Aim of the exercise -
Give back all of the data exactly, with every picture omitted.

_ _ _ _ _ _ _

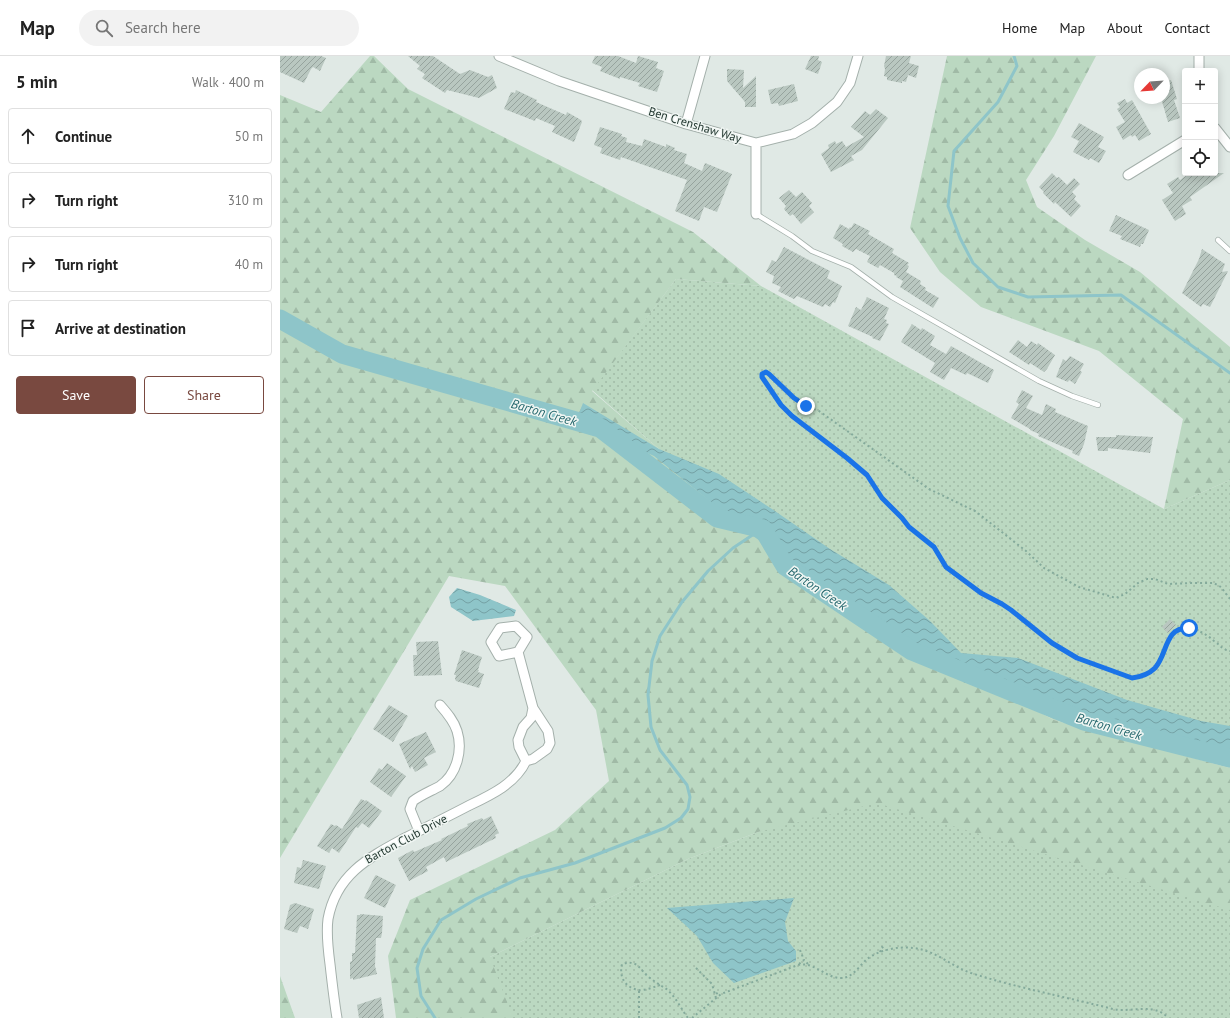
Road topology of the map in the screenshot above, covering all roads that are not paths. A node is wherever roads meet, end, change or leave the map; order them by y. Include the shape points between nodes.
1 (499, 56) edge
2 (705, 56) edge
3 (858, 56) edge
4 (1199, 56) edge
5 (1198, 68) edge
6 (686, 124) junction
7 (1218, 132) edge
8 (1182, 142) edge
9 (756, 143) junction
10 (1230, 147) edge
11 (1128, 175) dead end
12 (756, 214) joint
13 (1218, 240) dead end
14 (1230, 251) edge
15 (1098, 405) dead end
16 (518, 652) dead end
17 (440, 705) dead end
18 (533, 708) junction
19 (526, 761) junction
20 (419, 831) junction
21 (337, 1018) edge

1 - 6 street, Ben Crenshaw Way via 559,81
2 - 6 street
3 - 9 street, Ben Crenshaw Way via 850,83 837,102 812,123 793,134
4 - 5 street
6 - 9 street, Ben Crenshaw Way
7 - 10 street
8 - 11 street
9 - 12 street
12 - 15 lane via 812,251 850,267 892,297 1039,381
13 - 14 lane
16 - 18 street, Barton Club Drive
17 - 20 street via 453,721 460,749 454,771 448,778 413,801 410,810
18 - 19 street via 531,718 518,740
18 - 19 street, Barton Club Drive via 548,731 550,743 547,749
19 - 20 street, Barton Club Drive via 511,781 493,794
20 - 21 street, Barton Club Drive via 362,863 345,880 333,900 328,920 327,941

_ _ _ _ _ _ _

Output for this task -
Road topology of the map in the screenshot above, covering all roads that are not paths. A node is wherever roads meet, end, change or leave the map; order them by y. Include the shape points between nodes.
1 (499, 56) edge
2 (705, 56) edge
3 (858, 56) edge
4 (1199, 56) edge
5 (1198, 68) edge
6 (686, 124) junction
7 (1218, 132) edge
8 (1182, 142) edge
9 (756, 143) junction
10 (1230, 147) edge
11 (1128, 175) dead end
12 (756, 214) joint
13 (1218, 240) dead end
14 (1230, 251) edge
15 (1098, 405) dead end
16 (518, 652) dead end
17 (440, 705) dead end
18 (533, 708) junction
19 (526, 761) junction
20 (419, 831) junction
21 (337, 1018) edge

1 - 6 street, Ben Crenshaw Way via 559,81
2 - 6 street
3 - 9 street, Ben Crenshaw Way via 850,83 837,102 812,123 793,134
4 - 5 street
6 - 9 street, Ben Crenshaw Way
7 - 10 street
8 - 11 street
9 - 12 street
12 - 15 lane via 812,251 850,267 892,297 1039,381
13 - 14 lane
16 - 18 street, Barton Club Drive
17 - 20 street via 453,721 460,749 454,771 448,778 413,801 410,810
18 - 19 street via 531,718 518,740
18 - 19 street, Barton Club Drive via 548,731 550,743 547,749
19 - 20 street, Barton Club Drive via 511,781 493,794
20 - 21 street, Barton Club Drive via 362,863 345,880 333,900 328,920 327,941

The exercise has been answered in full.